Banned Books Week — 2011

Sep­tem­ber 24th through Octo­ber 1st has been des­ig­nat­ed “Banned Books Week” by the Amer­i­can Library Asso­ci­a­tion and the Amer­i­can Book­sellers Foun­da­tion for Free­dom of Expres­sion. Every year, ever since 1982, these two orga­ni­za­tions pub­lish a list of the books that account for the most attempts to some­how ban or restrict them the pre­vi­ous year. 

Now, the ques­tion is, why is that some­thing this blog should care about? 

Well, for one thing, as a writer, it behooves me to defend my fel­low writ­ers from this assault not only on their own liveli­hoods but also against the major­i­ty who either don’t care or even sup­port the ideas and issues exem­pli­fied in the books a few want banned. I feel it is a writer’s job (and any oth­er cre­ative per­son) to explore ideas that some peo­ple want kept hid­den. This is more than just pro­fes­sion­al, its per­son­al: I know many peo­ple in the writ­ing and cre­ative field (this applies not just to books but also to comics, movies, TV shows, you name it) and this affects them, as well. 

But more impor­tant­ly, what is involved is the restric­tion of the flow of infor­ma­tion, which is a major con­cern of mine and one of the rea­sons for writ­ing this blog. 

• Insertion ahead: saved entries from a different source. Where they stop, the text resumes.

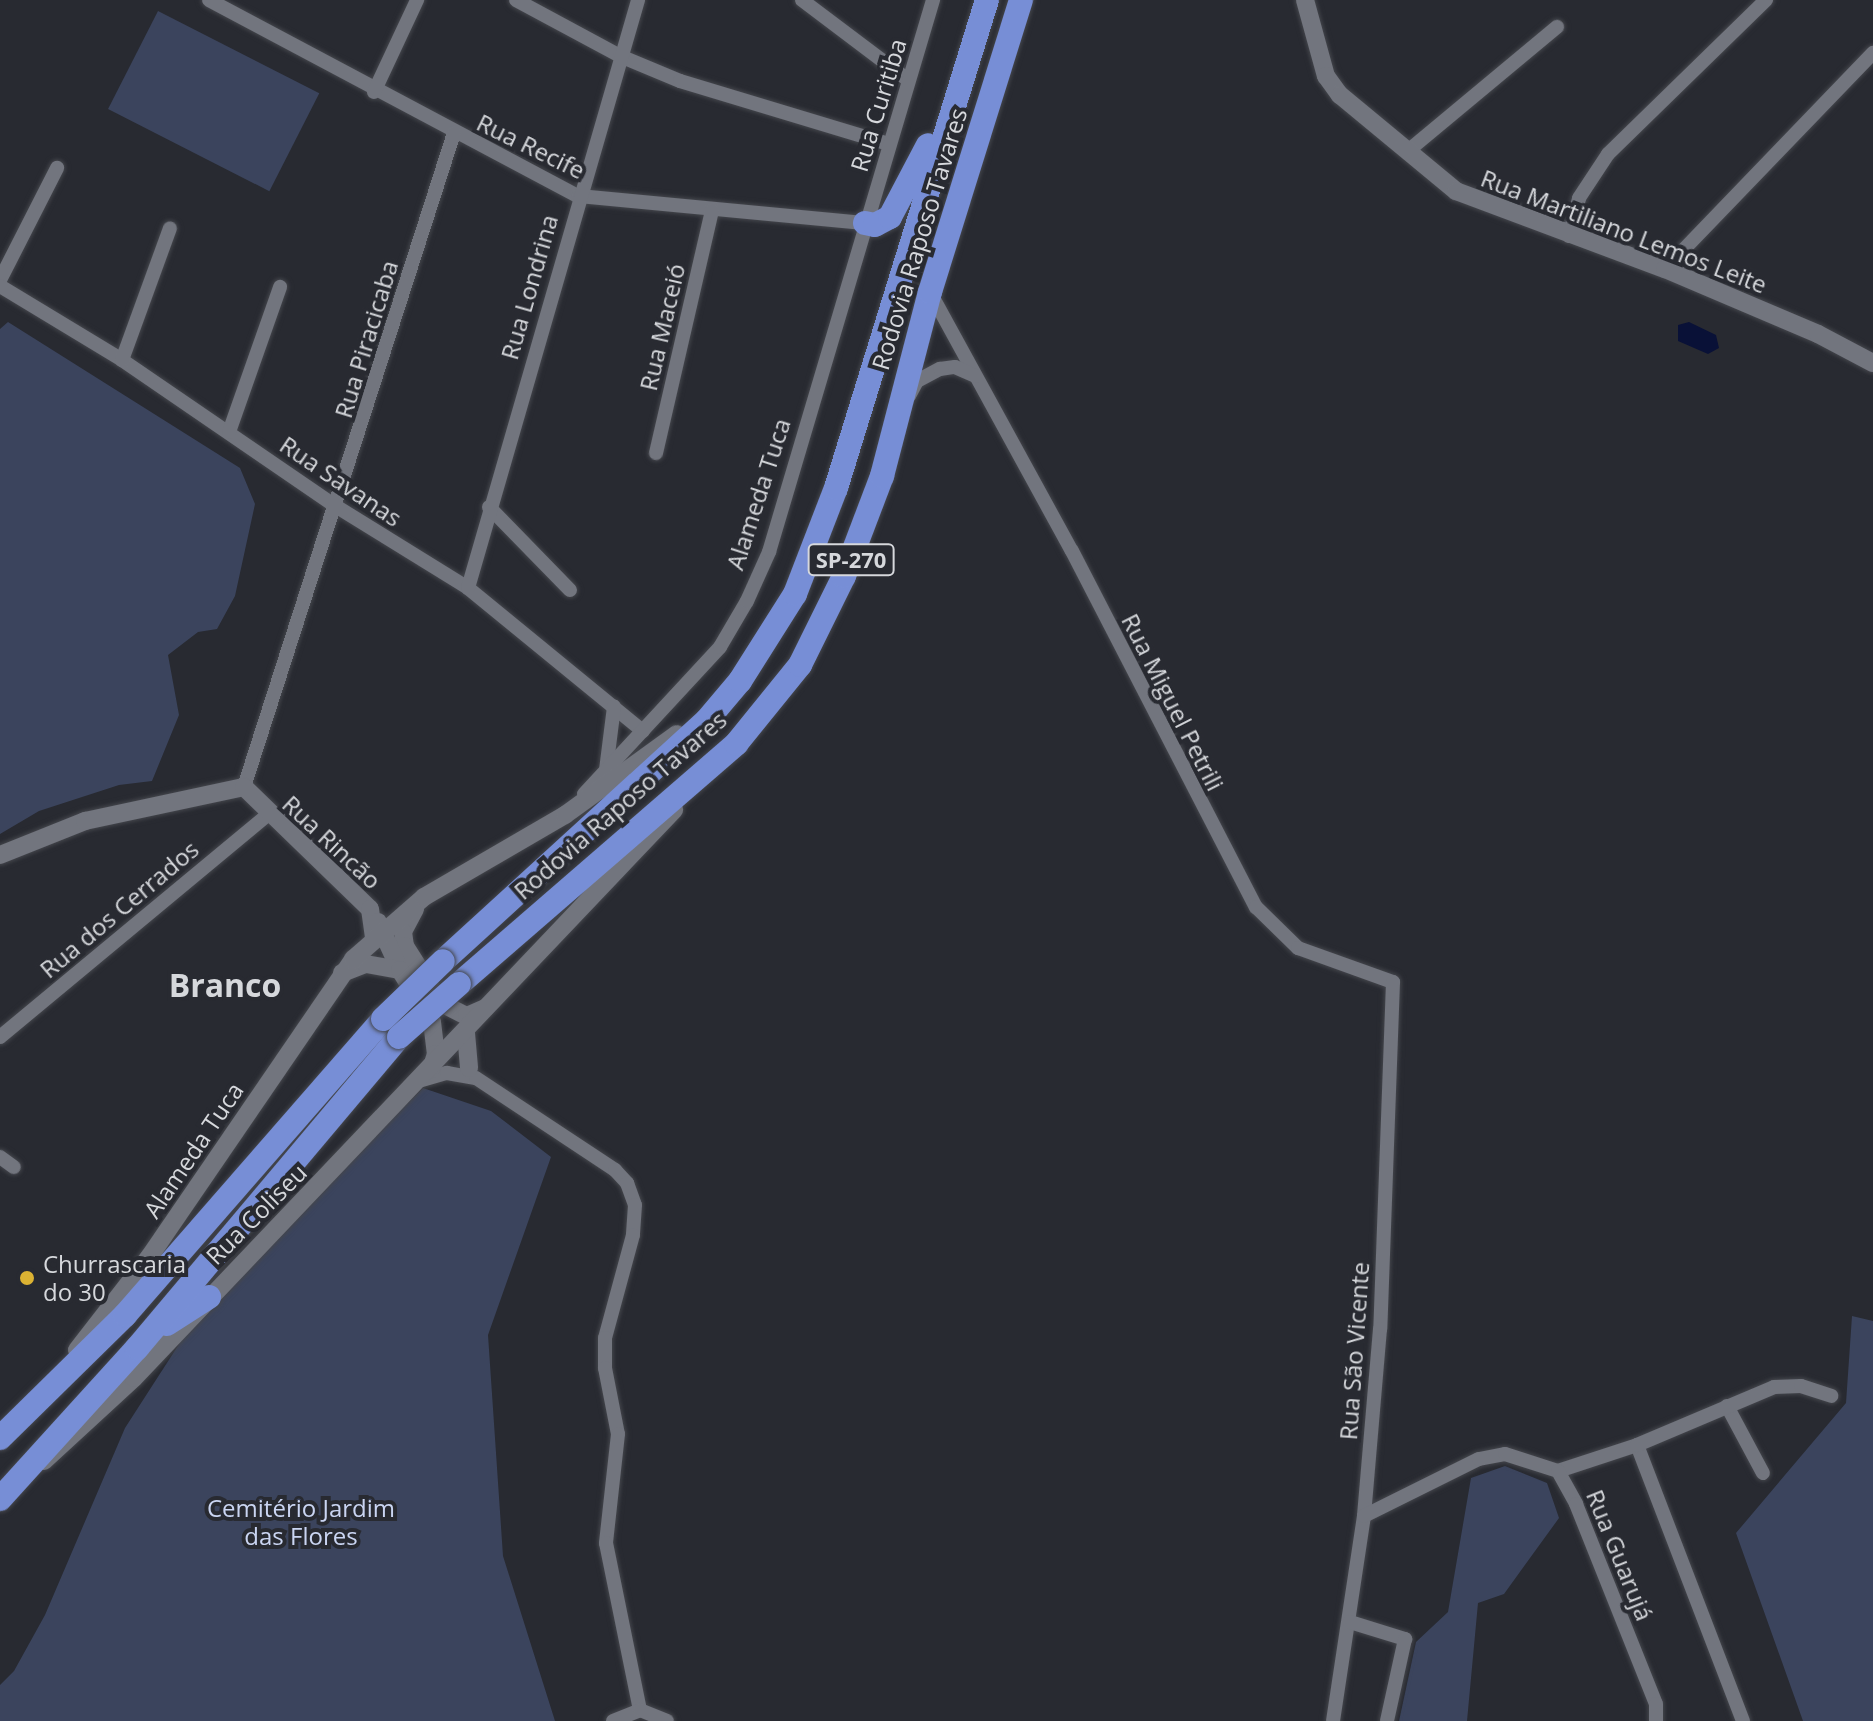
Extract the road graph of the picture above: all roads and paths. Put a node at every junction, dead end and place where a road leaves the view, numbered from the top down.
1 (209, 0) edge
2 (417, 0) edge
3 (516, 0) edge
4 (638, 0) edge
5 (802, 0) edge
6 (933, 0) edge
7 (987, 0) edge
8 (1021, 0) edge
9 (1305, 0) edge
10 (1766, 0) edge
11 (1557, 27) dead end
12 (1873, 53) edge
13 (620, 56) junction
14 (908, 80) junction
15 (374, 92) junction
16 (952, 105) junction
17 (454, 133) junction
18 (889, 144) junction
19 (1408, 151) junction
20 (57, 168) dead end
21 (578, 196) junction
22 (712, 210) junction
23 (865, 223) junction
24 (170, 228) dead end
25 (1569, 236) junction
26 (1665, 269) junction
27 (0, 283) edge
28 (280, 287) dead end
29 (930, 292) junction
30 (122, 360) junction
31 (1873, 363) edge
32 (975, 376) junction
33 (895, 416) junction
34 (229, 432) junction
35 (656, 453) dead end
36 (337, 507) junction
37 (489, 507) junction
38 (468, 588) junction
39 (570, 590) dead end
40 (740, 681) junction
41 (614, 707) junction
42 (643, 731) junction
43 (736, 744) junction
44 (605, 771) junction
45 (244, 787) junction
46 (267, 815) junction
47 (565, 815) junction
48 (0, 855) edge
49 (424, 897) junction
50 (370, 909) junction
51 (403, 914) junction
52 (378, 934) junction
53 (400, 970) junction
54 (342, 973) junction
55 (1393, 982) joint
56 (492, 1003) junction
57 (432, 1022) junction
58 (0, 1037) edge
59 (459, 1040) junction
60 (472, 1073) junction
61 (427, 1074) junction
62 (0, 1157) edge
63 (14, 1167) dead end
64 (209, 1297) junction
65 (148, 1336) junction
66 (1831, 1396) dead end
67 (41, 1397) junction
68 (1727, 1406) junction
69 (0, 1438) edge
70 (1637, 1445) junction
71 (1558, 1471) junction
72 (1763, 1473) dead end
73 (23, 1477) junction
74 (0, 1499) edge
75 (1364, 1516) junction
76 (1350, 1622) junction
77 (640, 1710) junction
78 (613, 1721) edge
79 (667, 1721) edge
80 (1333, 1721) edge
81 (1387, 1721) edge
82 (1656, 1721) edge
83 (1743, 1721) edge

1 - 15 street, Rua Recife
2 - 15 street
3 - 13 street
4 - 13 street, Rua Londrina
5 - 14 street
6 - 14 street, Rua Curitiba
7 - 16 highway, Rodovia Raposo Tavares / SP-270
8 - 29 highway, Rodovia Raposo Tavares / SP-270
9 - 19 street, Rua Martiliano Lemos Leite
10 - 25 street
11 - 19 street
12 - 26 street
13 - 18 street
13 - 21 street, Rua Londrina
14 - 18 street, Rua Curitiba
15 - 17 street, Rua Recife
16 - 23 highway
16 - 40 highway, Rodovia Raposo Tavares / SP-270
17 - 21 street, Rua Recife
17 - 36 street, Rua Piracicaba
18 - 23 street, Rua Curitiba
19 - 25 street, Rua Martiliano Lemos Leite
20 - 27 street
21 - 22 street, Rua Recife
21 - 37 street, Rua Londrina
22 - 23 street, Rua Recife
22 - 35 street, Rua Maceió
23 - 42 street, Alameda Tuca
24 - 30 street
25 - 26 street, Rua Martiliano Lemos Leite
26 - 31 street, Rua Martiliano Lemos Leite
27 - 30 street, Rua Savanas
28 - 34 street
29 - 32 street, Rua Miguel Petrili
29 - 33 highway, Rodovia Raposo Tavares / SP-270
30 - 34 street, Rua Savanas
32 - 33 street
32 - 55 street, Rua Miguel Petrili
33 - 43 highway, Rodovia Raposo Tavares / SP-270
34 - 36 street, Rua Savanas
36 - 38 street, Rua Savanas
36 - 45 street, Rua Piracicaba
37 - 38 street, Rua Londrina
37 - 39 street
38 - 41 street, Rua Savanas
40 - 47 street, Alameda Tuca
40 - 67 highway, Rodovia Raposo Tavares / SP-270, bridge
41 - 42 street, Rua Savanas
41 - 44 street
42 - 44 street, Alameda Tuca
43 - 56 street, Rua Coliseu
43 - 65 highway, Rodovia Raposo Tavares / SP-270, bridge
44 - 47 street, Alameda Tuca
45 - 46 street, Rua Rincão
45 - 48 street
46 - 50 street, Rua Rincão
46 - 58 street, Rua dos Cerrados
47 - 49 street, Alameda Tuca
49 - 51 street, Alameda Tuca
49 - 56 street
50 - 51 street
50 - 52 street
51 - 52 street, Alameda Tuca
52 - 53 street
52 - 54 street, Alameda Tuca
53 - 54 street
53 - 57 street
54 - 67 street, Alameda Tuca
55 - 75 street, Rua São Vicente
56 - 59 street, Rua Coliseu
57 - 59 street
57 - 61 street
59 - 60 street
59 - 61 street, Rua Coliseu
60 - 61 street
60 - 77 street
61 - 64 street, Rua Coliseu
62 - 63 street
64 - 65 highway
64 - 73 street, Rua Coliseu
65 - 73 highway, Rodovia Raposo Tavares / SP-270
66 - 68 street
67 - 69 highway, Rodovia Raposo Tavares / SP-270
68 - 70 street
68 - 72 street
70 - 71 street
70 - 83 street
71 - 75 street, Rua Guarujá
71 - 82 street, Rua Guarujá
73 - 74 highway, Rodovia Raposo Tavares / SP-270
75 - 76 street, Rua São Vicente
76 - 80 street, Rua São Vicente
76 - 81 street
77 - 78 street
77 - 79 street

And last­ly, it is because of the sub­ject of this blog. By and large, such banned books are often occult relat­ed, whether fic­tion­al (“Twi­light”) or fac­tu­al, and in some loca­tions, even the actu­al sub­ject of the blog, hyp­no­sis, what with the stereo­types involved, is a sub­ject of the supernatural. 

And the above does­n’t even account the “unof­fi­cial” ban­ning that takes place when peo­ple check out books from the library with the intent of destroy­ing them or sim­ply keep­ing them. 

If should be not­ed that one of the peren­ni­al banned books is “Brave New World” by Aldous Hux­ley, which is about a dystopi­an future where the pop­u­la­tion is, among oth­er things, con­di­tioned from the womb into their des­ig­nat­ed roles in life. 

So: read a banned book this week! If may even some­thing from the Collection. 


Update:

The fol­low­ing books are from the 2010 list of most fre­quent­ly chal­lenged books in the Unit­ed States, accord­ing to the Amer­i­can Library Asso­ci­a­tion:

1) And Tan­go Makes Three, by Peter Par­nell and Justin Richardson 

2) The Absolute­ly True Diary of a Part-Time Indi­an, by Sher­man Alexie 

3) Brave New World, by Aldous Huxley 

4) Crank, by Ellen Hopkins 

5) The Hunger Games, by Suzanne Collins 

6) Lush, by Natasha Friend 

7) What My Moth­er Does­n’t Know, by Sonya Sones 

8) Nick­el and Dimed, by Bar­bara Ehrenreich 

9) Rev­o­lu­tion­ary Voic­es, edit­ed by Amy Sonnie 

10) Twi­light, by Stephe­nie Meyer 


Banned Books Week is spon­sored by the Amer­i­can Book­sellers Asso­ci­a­tion; Amer­i­can Book­sellers Foun­da­tion for Free Expres­sion; the Amer­i­can Library Asso­ci­a­tion; Amer­i­can Soci­ety of Jour­nal­ists and Authors; Asso­ci­a­tion of Amer­i­can Pub­lish­ers; the Nation­al Asso­ci­a­tion of Col­lege Stores; the Com­ic Book Legal Defense Fund; Nation­al Coali­tion Against Cen­sor­ship; Nation­al Coun­cil of Teach­ers of Eng­lish; and PEN Amer­i­can Cen­ter.